Assigned task → Whenever a line in the records below contains "roads", pick it out.
.....
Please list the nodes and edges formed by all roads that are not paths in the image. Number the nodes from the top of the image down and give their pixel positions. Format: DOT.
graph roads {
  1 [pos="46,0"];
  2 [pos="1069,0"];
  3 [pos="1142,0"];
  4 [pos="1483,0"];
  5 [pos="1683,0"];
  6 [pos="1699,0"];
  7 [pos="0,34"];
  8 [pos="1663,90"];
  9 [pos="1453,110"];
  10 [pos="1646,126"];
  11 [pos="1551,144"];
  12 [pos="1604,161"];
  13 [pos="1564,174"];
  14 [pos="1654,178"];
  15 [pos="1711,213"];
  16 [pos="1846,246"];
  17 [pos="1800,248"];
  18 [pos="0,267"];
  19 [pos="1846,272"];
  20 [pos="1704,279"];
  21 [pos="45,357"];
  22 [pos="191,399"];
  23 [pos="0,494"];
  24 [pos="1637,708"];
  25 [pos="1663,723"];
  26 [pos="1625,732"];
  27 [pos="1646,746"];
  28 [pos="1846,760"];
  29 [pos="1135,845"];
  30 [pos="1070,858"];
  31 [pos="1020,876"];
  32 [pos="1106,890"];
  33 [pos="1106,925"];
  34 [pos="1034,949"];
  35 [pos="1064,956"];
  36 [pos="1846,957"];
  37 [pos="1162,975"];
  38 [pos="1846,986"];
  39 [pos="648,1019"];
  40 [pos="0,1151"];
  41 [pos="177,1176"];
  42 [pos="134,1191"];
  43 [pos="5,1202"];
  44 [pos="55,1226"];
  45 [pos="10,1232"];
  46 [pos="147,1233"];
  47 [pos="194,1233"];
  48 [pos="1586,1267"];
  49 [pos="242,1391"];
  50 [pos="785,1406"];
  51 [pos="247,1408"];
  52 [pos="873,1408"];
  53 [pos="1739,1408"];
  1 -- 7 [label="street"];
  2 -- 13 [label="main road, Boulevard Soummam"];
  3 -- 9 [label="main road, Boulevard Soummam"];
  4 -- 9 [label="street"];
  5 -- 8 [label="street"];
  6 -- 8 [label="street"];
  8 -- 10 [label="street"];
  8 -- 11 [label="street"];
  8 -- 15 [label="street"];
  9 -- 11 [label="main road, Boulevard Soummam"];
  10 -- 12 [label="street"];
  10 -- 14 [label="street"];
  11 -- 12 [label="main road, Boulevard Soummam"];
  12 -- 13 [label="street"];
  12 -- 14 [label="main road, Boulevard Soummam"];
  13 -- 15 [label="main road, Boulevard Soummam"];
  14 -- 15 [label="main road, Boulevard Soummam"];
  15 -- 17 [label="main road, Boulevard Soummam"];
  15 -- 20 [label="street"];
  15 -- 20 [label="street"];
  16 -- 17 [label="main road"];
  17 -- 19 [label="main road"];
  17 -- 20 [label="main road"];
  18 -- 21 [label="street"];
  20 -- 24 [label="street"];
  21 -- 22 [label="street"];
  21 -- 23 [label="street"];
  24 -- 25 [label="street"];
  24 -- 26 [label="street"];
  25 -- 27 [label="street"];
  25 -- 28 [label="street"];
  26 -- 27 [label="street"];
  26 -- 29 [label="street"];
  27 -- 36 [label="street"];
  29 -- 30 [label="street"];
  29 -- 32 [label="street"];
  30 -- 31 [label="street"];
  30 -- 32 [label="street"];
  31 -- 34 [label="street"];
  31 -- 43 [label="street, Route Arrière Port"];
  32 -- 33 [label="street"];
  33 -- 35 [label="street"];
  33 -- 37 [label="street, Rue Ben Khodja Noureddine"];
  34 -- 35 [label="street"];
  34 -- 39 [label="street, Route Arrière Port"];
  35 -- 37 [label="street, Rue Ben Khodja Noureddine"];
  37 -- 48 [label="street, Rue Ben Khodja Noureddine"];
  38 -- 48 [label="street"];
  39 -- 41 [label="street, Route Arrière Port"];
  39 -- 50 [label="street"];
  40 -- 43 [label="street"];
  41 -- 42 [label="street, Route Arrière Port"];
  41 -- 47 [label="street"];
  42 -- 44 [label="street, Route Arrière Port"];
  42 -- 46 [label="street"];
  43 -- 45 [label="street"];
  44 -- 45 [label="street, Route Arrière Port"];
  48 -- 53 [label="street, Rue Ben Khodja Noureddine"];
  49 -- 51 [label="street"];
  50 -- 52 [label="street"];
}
.....
Solution to the exercise →
Please list the nodes and edges formed by all roads that are not paths in the image. Number the nodes from the top of the image down and give their pixel positions. Format: DOT.
graph roads {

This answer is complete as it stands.